The Church of England voted yesterday to allow women to become bishops, after a twenty year debate since they were first allowed to become priests in 1994 with a measure that passed by a single vote. It also marks the end of almost two thousand years of tradition. This time, however, tthe vote was passed by quite a margin; 152 lay members of the synod voted in favour, versus only 45 against.
This makes quite a change from two years ago, when the matter was last voted on, and 74 lay members voted against the reform – which meant the two-thirds majority required to pass was not met.
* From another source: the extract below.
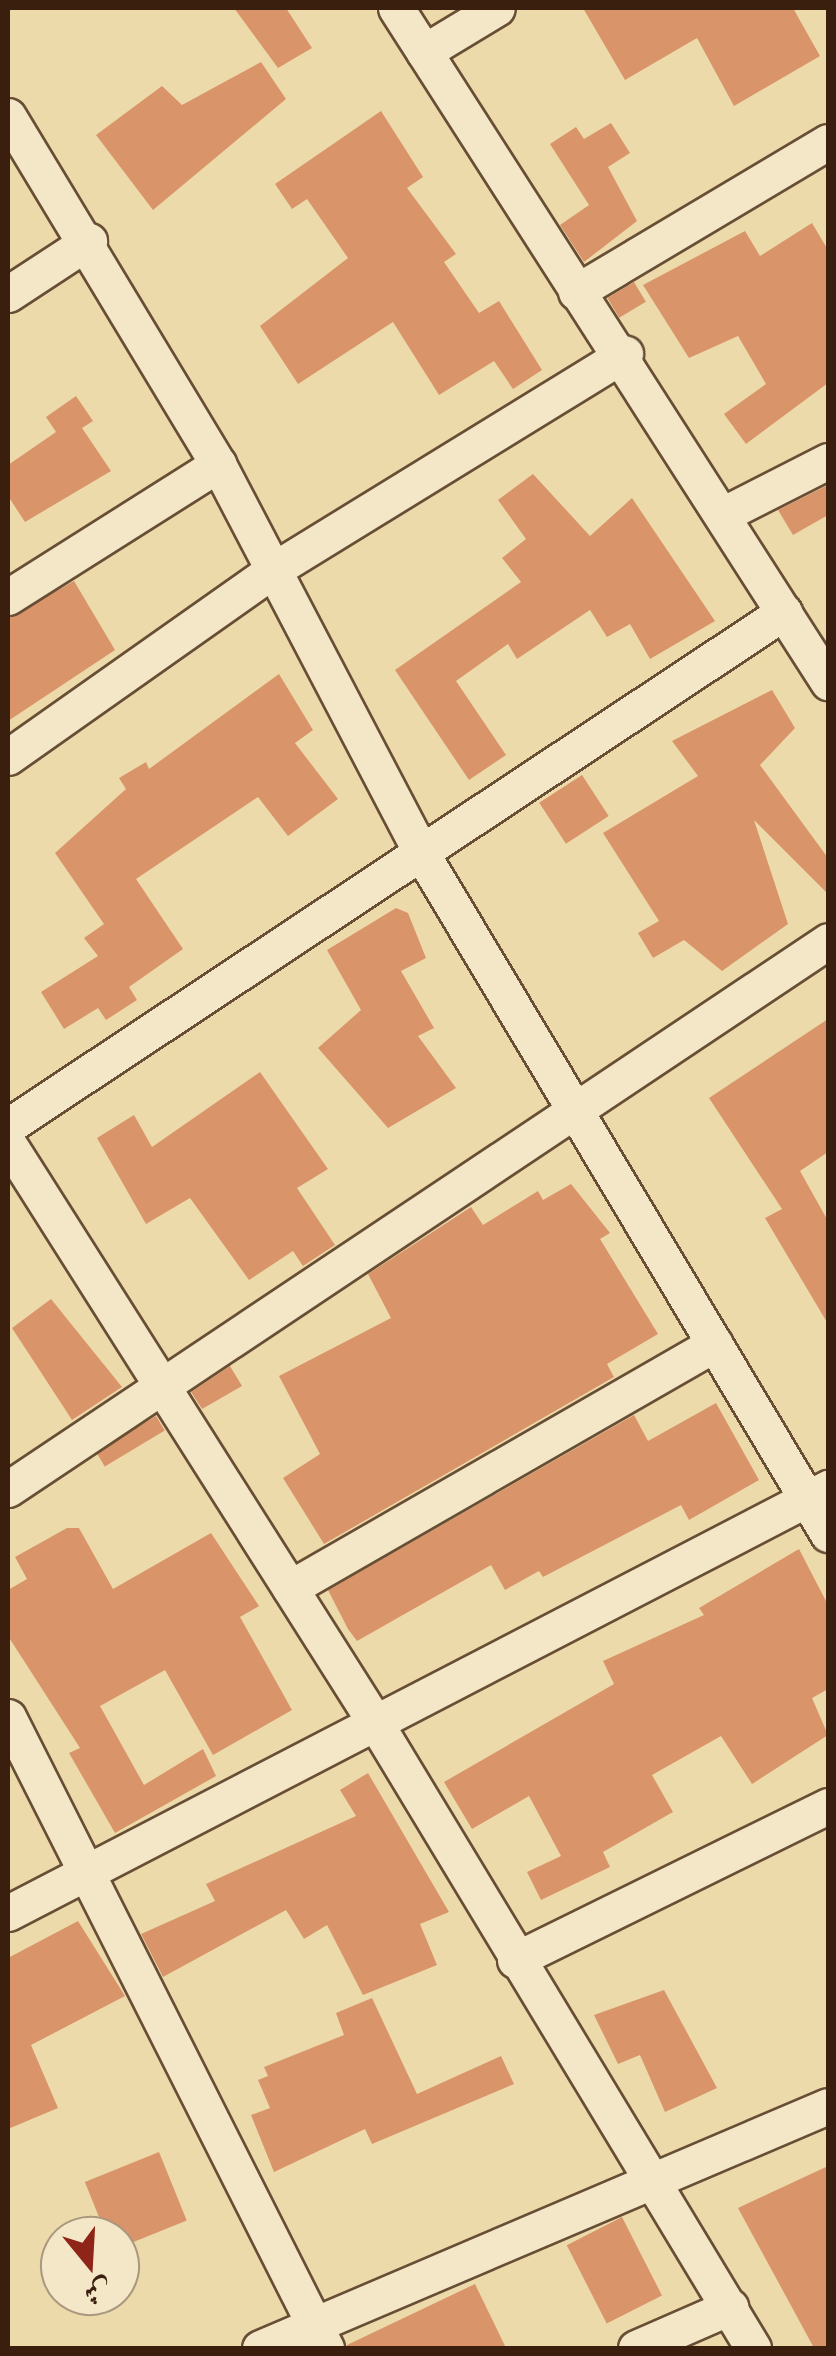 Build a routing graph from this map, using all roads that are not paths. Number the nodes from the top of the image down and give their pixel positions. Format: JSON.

This is amazing and incredibly progressive news, but why did it take so long? ‘Tradition’, of course, plays the biggest part, especially amongst the conservative evangelical block which holds the view that a man should never be taught by a woman. One of the ‘no’ voters, for example, Samuel Margrave of Coventry claimed the passing of the motion would mean ‘the end of the Church as we know it.’
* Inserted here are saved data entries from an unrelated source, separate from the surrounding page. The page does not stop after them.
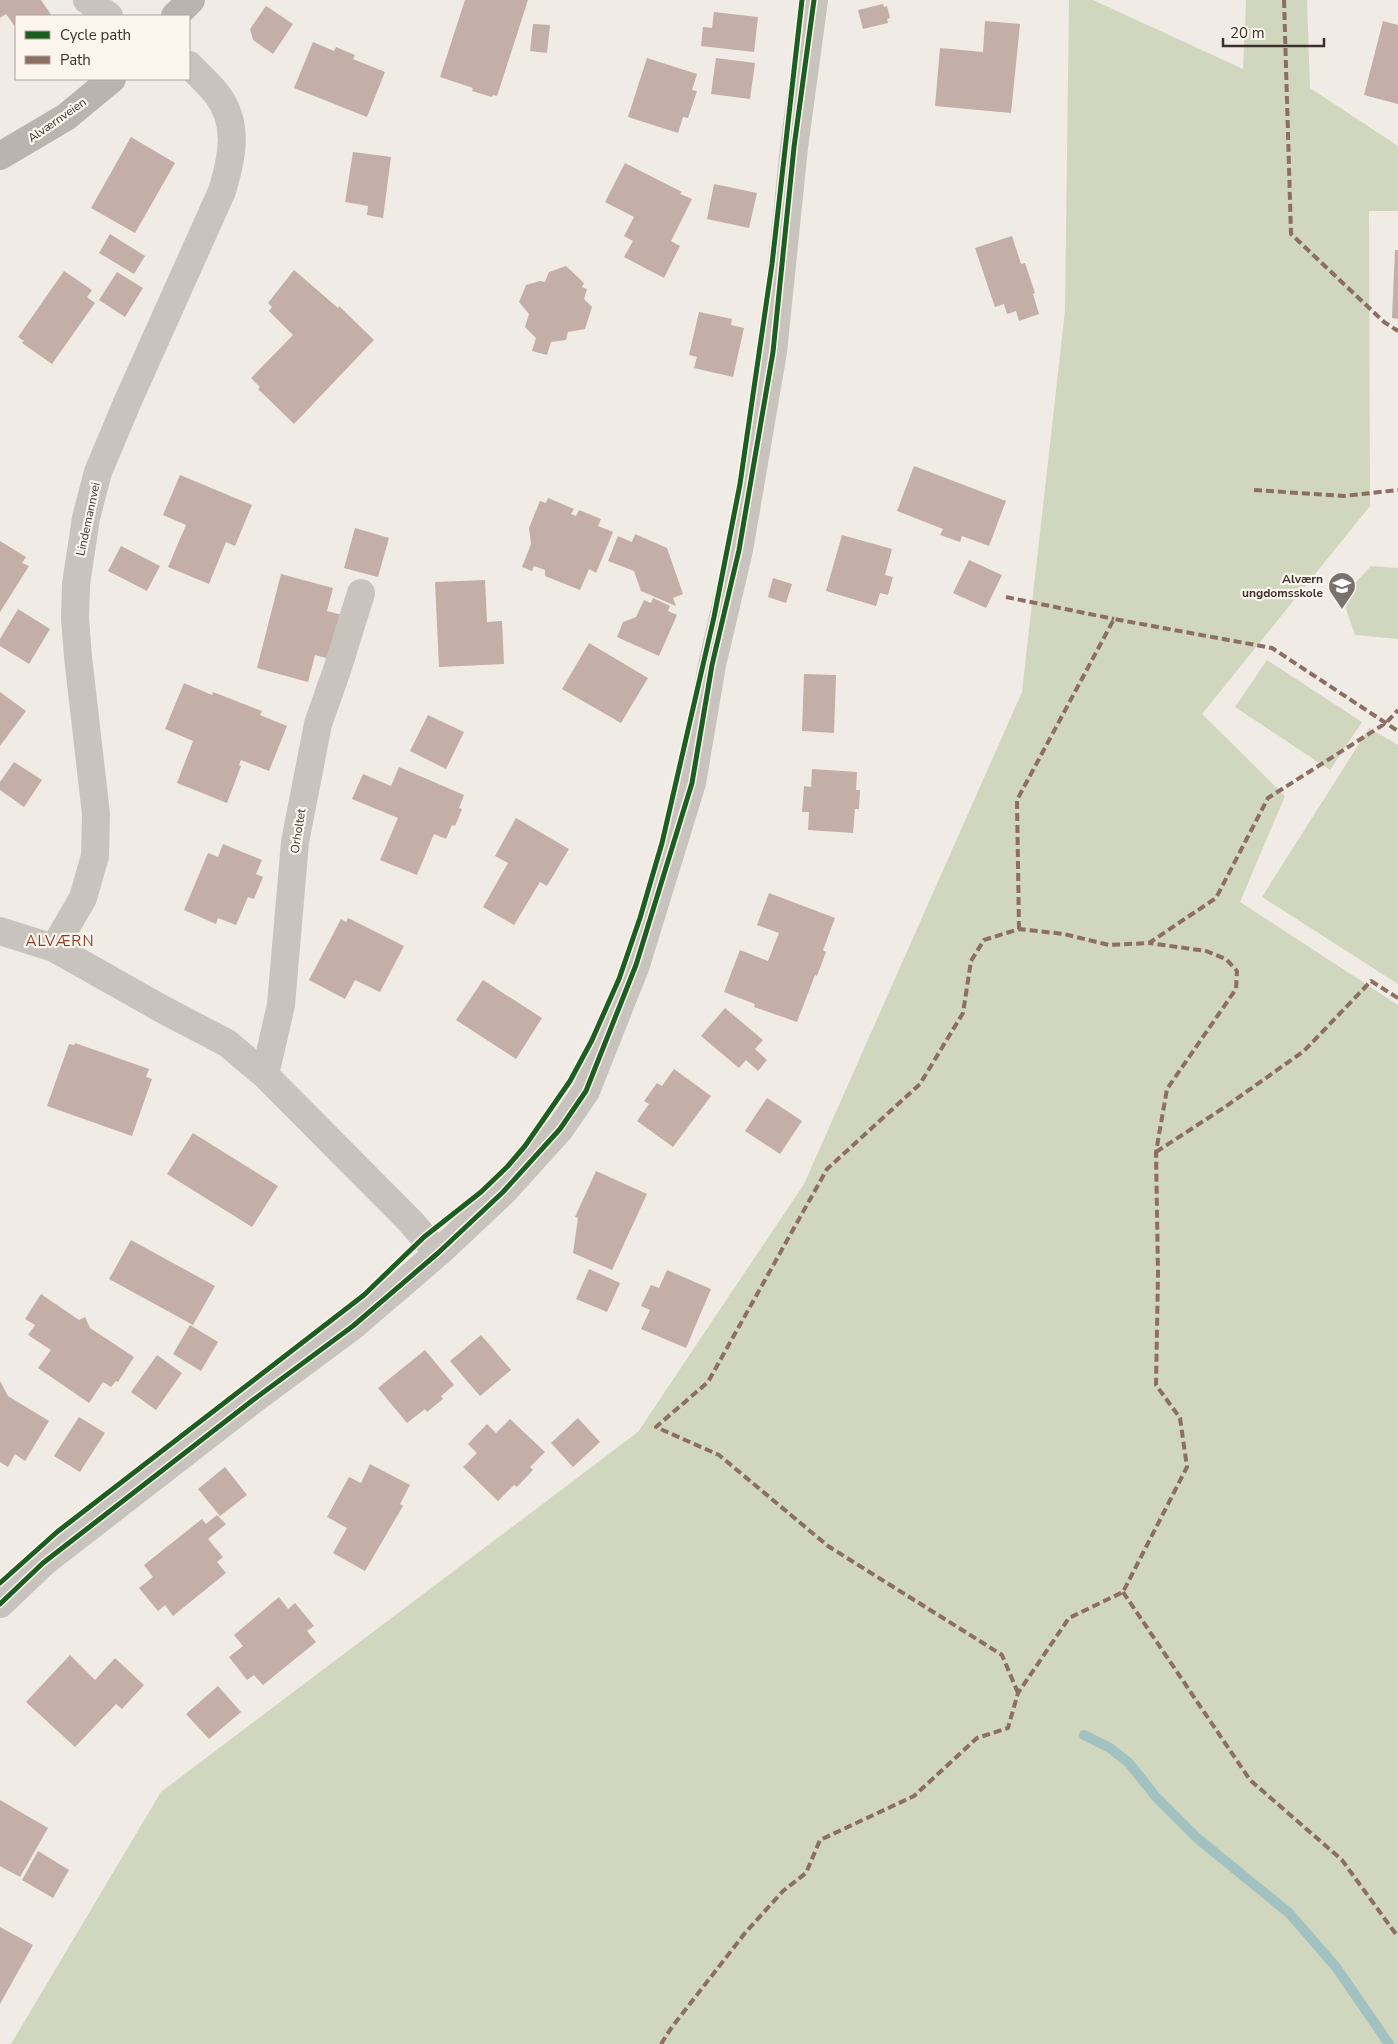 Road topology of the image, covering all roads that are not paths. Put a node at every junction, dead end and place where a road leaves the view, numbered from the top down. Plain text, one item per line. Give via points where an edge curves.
1 (87, 0) edge
2 (191, 0) edge
3 (814, 0) edge
4 (108, 15) edge
5 (176, 15) edge
6 (190, 66) edge
7 (111, 80) edge
8 (0, 156) edge
9 (361, 593) dead end
10 (0, 931) edge
11 (54, 948) junction
12 (265, 1075) junction
13 (438, 1253) junction
14 (0, 1604) edge

1 - 4 street
2 - 5 main road
3 - 13 street via 794,147 774,352 739,550 712,665 692,783 636,965 586,1091 560,1129 504,1192
6 - 11 street, Lindemannvei via 226,108 233,140 231,159 222,191 98,472 86,518 76,584 75,618 96,814 95,856 83,898
7 - 8 main road, Alværnveien via 66,117
9 - 12 street, Orholtet via 318,724 295,842 281,1005
10 - 11 street
11 - 12 street via 227,1043
12 - 13 street
13 - 14 street via 353,1326 43,1563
But of all the branches of Christianity, the Church of England was more or else built on the subverting of tradition. For those of you who skipped that particular secondary school History lesson, Henry VIII founded the Church of England in order to allow him to divorce his first wife, as the practice was forbidden under Catholicism. They should bloody love breaks with tradition.
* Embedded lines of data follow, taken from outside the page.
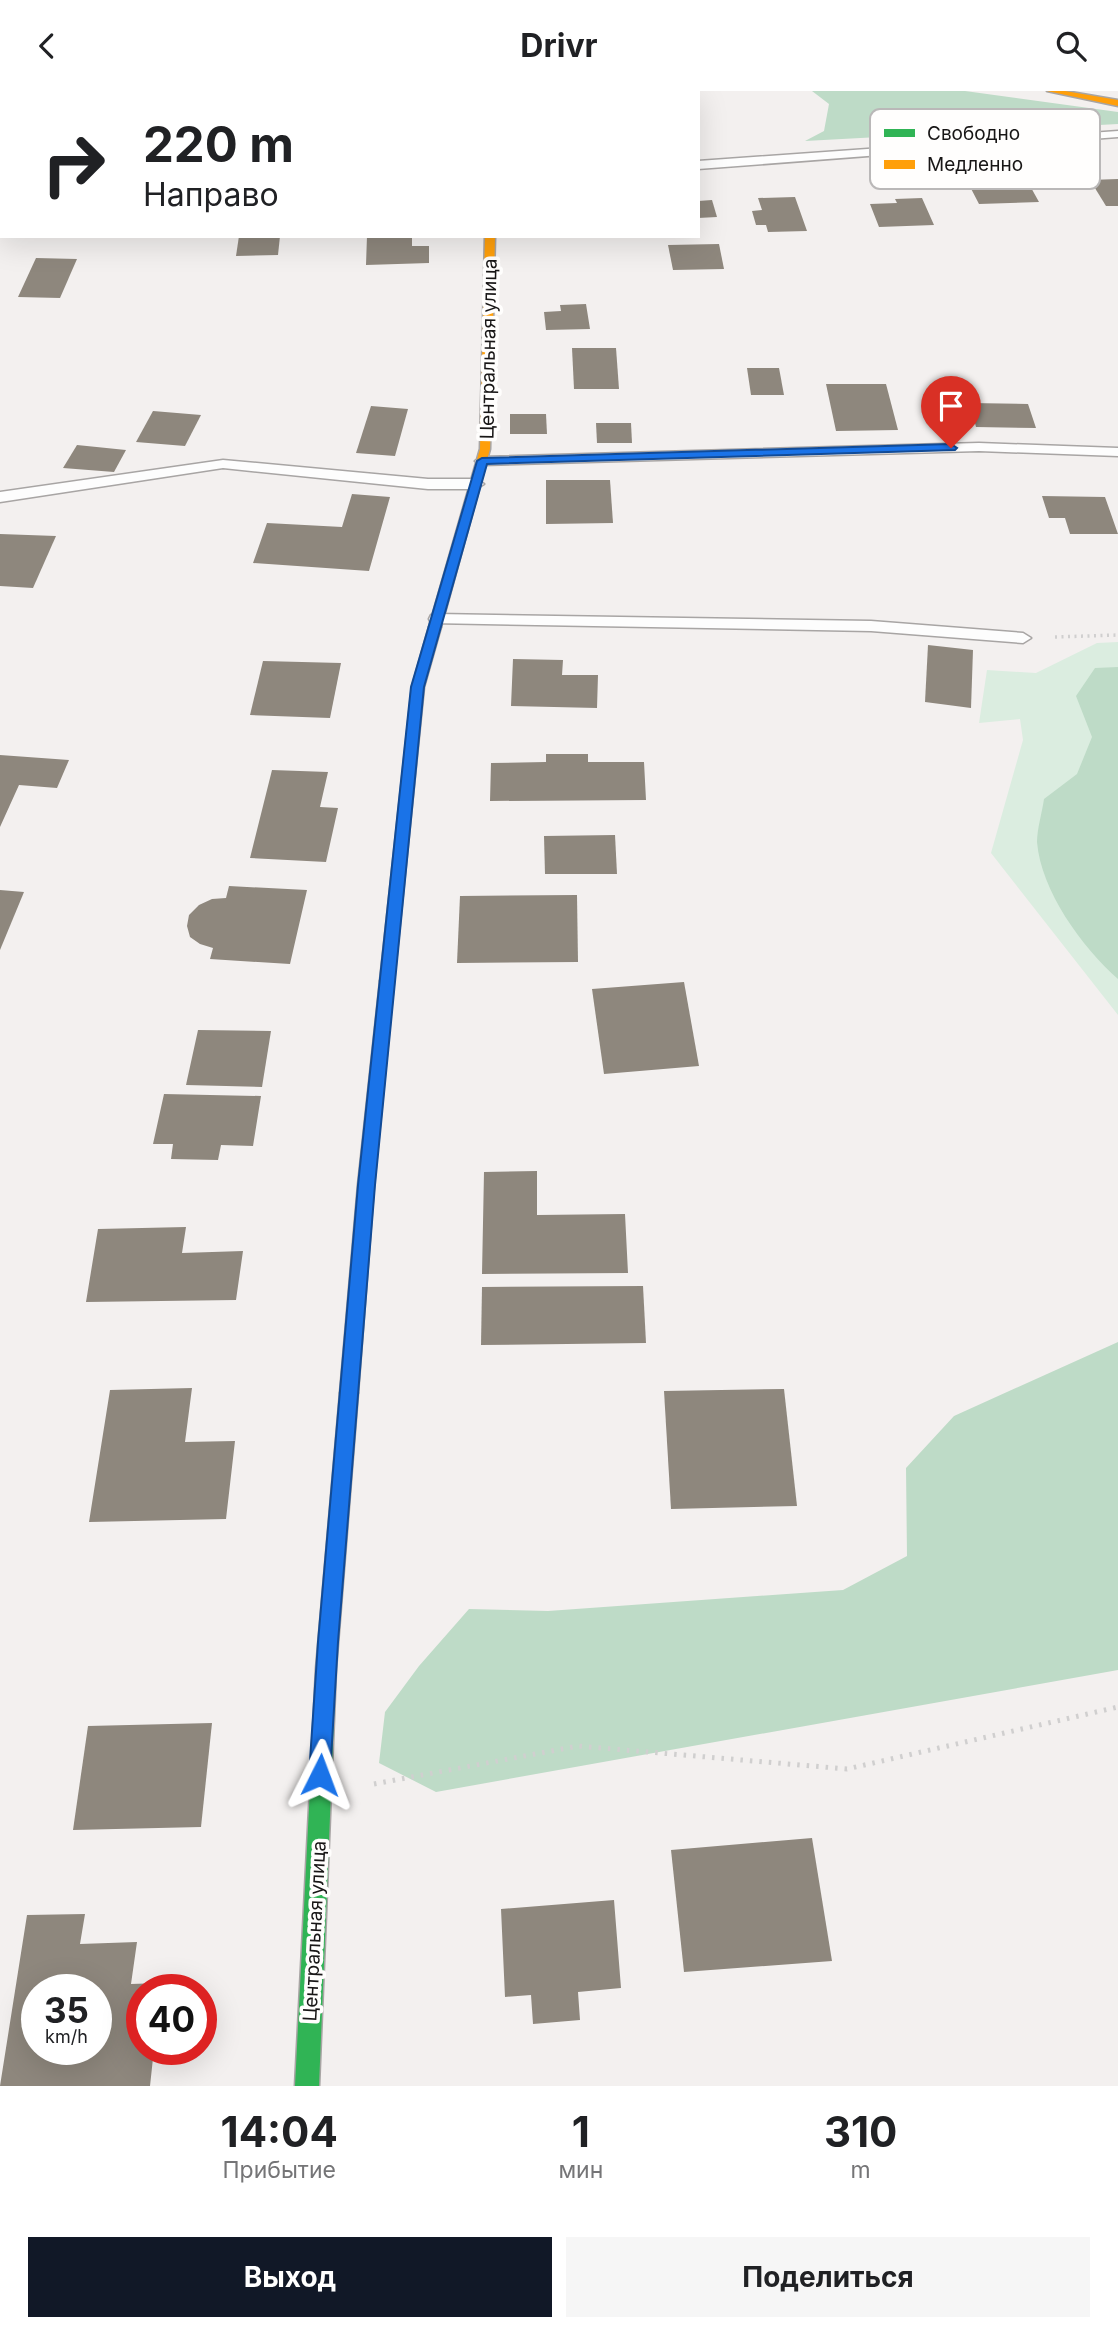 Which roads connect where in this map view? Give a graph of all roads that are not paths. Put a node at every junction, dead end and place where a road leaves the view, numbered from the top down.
1 (1051, 91) edge
2 (1118, 103) edge
3 (1118, 134) edge
4 (1100, 135) edge
5 (870, 152) edge
6 (700, 165) edge
7 (491, 238) edge
8 (1118, 452) edge
9 (482, 461) junction
10 (476, 484) junction
11 (0, 497) edge
12 (437, 619) junction
13 (1023, 638) road end
14 (307, 2086) edge

1 - 2 street
3 - 4 lane
5 - 6 lane
7 - 9 street, Центральная улица
8 - 9 lane
9 - 10 street, Центральная улица
10 - 11 lane
10 - 12 street, Центральная улица
12 - 13 lane
12 - 14 street, Центральная улица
When the vote was announced in Central Hall at the University of York, supporters cheered and later celebrated with well-deserved champagne. Reverend Lindsay Southern told The Independent that ‘We are ecstatic. To be at this point is really wonderful, I don’t think any of us really expected that it really would go through. We’re very relieved, very joyful, and I really want to go and hug a bishop.’
The first women bishops could be installed as early as next year.